◆ PROBLEM TO SOLVE ◆
Each entry below must be given again word for word, with no pictures.

[[ RAW DATA open ]]

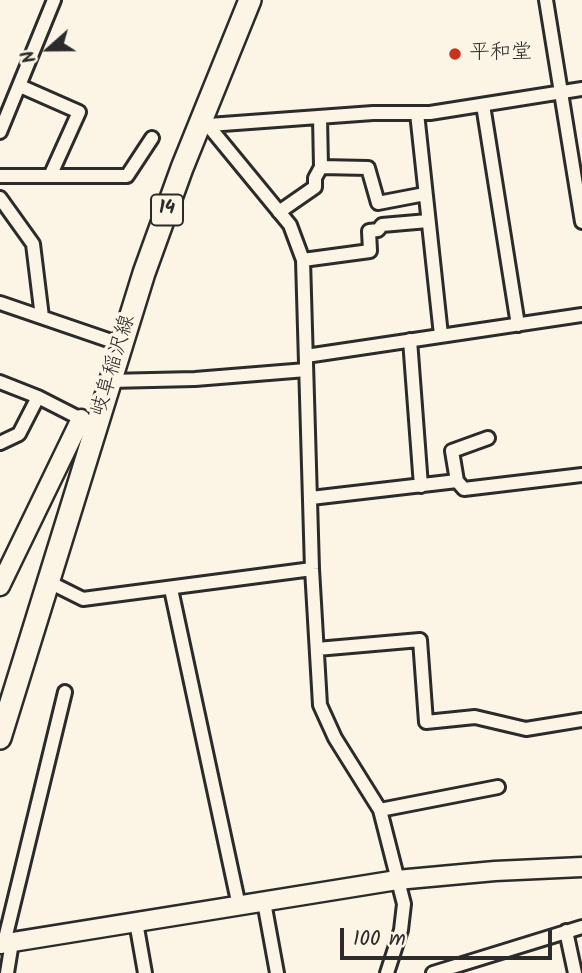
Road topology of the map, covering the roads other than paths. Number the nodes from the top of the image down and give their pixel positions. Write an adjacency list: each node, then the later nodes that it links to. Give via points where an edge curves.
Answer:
1 (54, 0): 4 (street)
2 (250, 0): 10 (main road, 岐阜稲沢線 / 14)
3 (546, 0): 6 (street)
4 (20, 86): 11 (street); 14 (street, via 79,113)
5 (582, 89): 6 (street)
6 (561, 92): 7 (street); 20 (street)
7 (483, 105): 8 (street); 25 (street)
8 (417, 113): 9 (street); 16 (street)
9 (320, 117): 10 (street); 13 (street)
10 (205, 121): 18 (street); 28 (main road, 岐阜稲沢線 / 14, via 153,247)
11 (0, 132)
12 (152, 138): 14 (street, via 127,176)
13 (321, 167): 16 (street, via 368,168 377,202); 18 (street, via 315,187)
14 (51, 174): 15 (street)
15 (0, 176)
16 (425, 194): 19 (street)
17 (0, 198): 24 (street, via 33,244)
18 (279, 212): 21 (street, via 290,225)
19 (429, 221): 21 (street, via 382,225 369,231 370,251); 26 (street)
20 (582, 222)
21 (303, 260): 29 (street)
22 (0, 303): 24 (street)
23 (582, 315): 25 (street)
24 (42, 317): 28 (street)
25 (519, 325): 26 (street)
26 (441, 335): 27 (street)
27 (410, 340): 29 (street); 39 (street)
28 (120, 344): 31 (main road, 岐阜稲沢線 / 14)
29 (306, 356): 30 (street)
30 (306, 370): 31 (street); 40 (street)
31 (109, 381): 34 (main road, 岐阜稲沢線 / 14)
32 (0, 382): 33 (street)
33 (38, 397): 34 (street); 36 (street, via 19,434)
34 (89, 422): 42 (main road, 岐阜稲沢線 / 14); 43 (street)
35 (488, 438): 38 (street, via 452,451)
36 (0, 443)
37 (582, 475): 38 (street, via 464,489)
38 (457, 481): 39 (street)
39 (421, 486): 40 (street)
40 (311, 498): 41 (street)
41 (312, 569): 44 (street); 45 (street)
42 (47, 581): 44 (street, via 83,599); 48 (main road, 岐阜稲沢線 / 14)
43 (0, 586)
44 (171, 589): 54 (street)
45 (317, 649): 47 (street, via 421,640 426,722 475,717 526,729); 50 (street, via 320,705)
46 (65, 692): 58 (street)
47 (582, 720)
48 (0, 738)
49 (498, 787): 50 (street)
50 (380, 810): 52 (street)
51 (582, 867): 52 (street)
52 (397, 880): 53 (street); 62 (street, via 404,904)
53 (264, 902): 54 (street); 61 (street)
54 (240, 906): 55 (street)
55 (136, 922): 58 (street); 60 (street)
56 (582, 927): 57 (street)
57 (566, 931): 63 (street); 64 (street)
58 (5, 943): 59 (street)
59 (7, 973)
60 (145, 973)
61 (275, 973)
62 (387, 973)
63 (433, 973)
64 (575, 973)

[[ RAW DATA closed ]]

◆ SOLUTION ◆
Road topology of the map, covering the roads other than paths. Number the nodes from the top of the image down and give their pixel positions. Write an adjacency list: each node, then the later nodes that it links to. Give via points where an edge curves.
Answer:
1 (54, 0): 4 (street)
2 (250, 0): 10 (main road, 岐阜稲沢線 / 14)
3 (546, 0): 6 (street)
4 (20, 86): 11 (street); 14 (street, via 79,113)
5 (582, 89): 6 (street)
6 (561, 92): 7 (street); 20 (street)
7 (483, 105): 8 (street); 25 (street)
8 (417, 113): 9 (street); 16 (street)
9 (320, 117): 10 (street); 13 (street)
10 (205, 121): 18 (street); 28 (main road, 岐阜稲沢線 / 14, via 153,247)
11 (0, 132)
12 (152, 138): 14 (street, via 127,176)
13 (321, 167): 16 (street, via 368,168 377,202); 18 (street, via 315,187)
14 (51, 174): 15 (street)
15 (0, 176)
16 (425, 194): 19 (street)
17 (0, 198): 24 (street, via 33,244)
18 (279, 212): 21 (street, via 290,225)
19 (429, 221): 21 (street, via 382,225 369,231 370,251); 26 (street)
20 (582, 222)
21 (303, 260): 29 (street)
22 (0, 303): 24 (street)
23 (582, 315): 25 (street)
24 (42, 317): 28 (street)
25 (519, 325): 26 (street)
26 (441, 335): 27 (street)
27 (410, 340): 29 (street); 39 (street)
28 (120, 344): 31 (main road, 岐阜稲沢線 / 14)
29 (306, 356): 30 (street)
30 (306, 370): 31 (street); 40 (street)
31 (109, 381): 34 (main road, 岐阜稲沢線 / 14)
32 (0, 382): 33 (street)
33 (38, 397): 34 (street); 36 (street, via 19,434)
34 (89, 422): 42 (main road, 岐阜稲沢線 / 14); 43 (street)
35 (488, 438): 38 (street, via 452,451)
36 (0, 443)
37 (582, 475): 38 (street, via 464,489)
38 (457, 481): 39 (street)
39 (421, 486): 40 (street)
40 (311, 498): 41 (street)
41 (312, 569): 44 (street); 45 (street)
42 (47, 581): 44 (street, via 83,599); 48 (main road, 岐阜稲沢線 / 14)
43 (0, 586)
44 (171, 589): 54 (street)
45 (317, 649): 47 (street, via 421,640 426,722 475,717 526,729); 50 (street, via 320,705)
46 (65, 692): 58 (street)
47 (582, 720)
48 (0, 738)
49 (498, 787): 50 (street)
50 (380, 810): 52 (street)
51 (582, 867): 52 (street)
52 (397, 880): 53 (street); 62 (street, via 404,904)
53 (264, 902): 54 (street); 61 (street)
54 (240, 906): 55 (street)
55 (136, 922): 58 (street); 60 (street)
56 (582, 927): 57 (street)
57 (566, 931): 63 (street); 64 (street)
58 (5, 943): 59 (street)
59 (7, 973)
60 (145, 973)
61 (275, 973)
62 (387, 973)
63 (433, 973)
64 (575, 973)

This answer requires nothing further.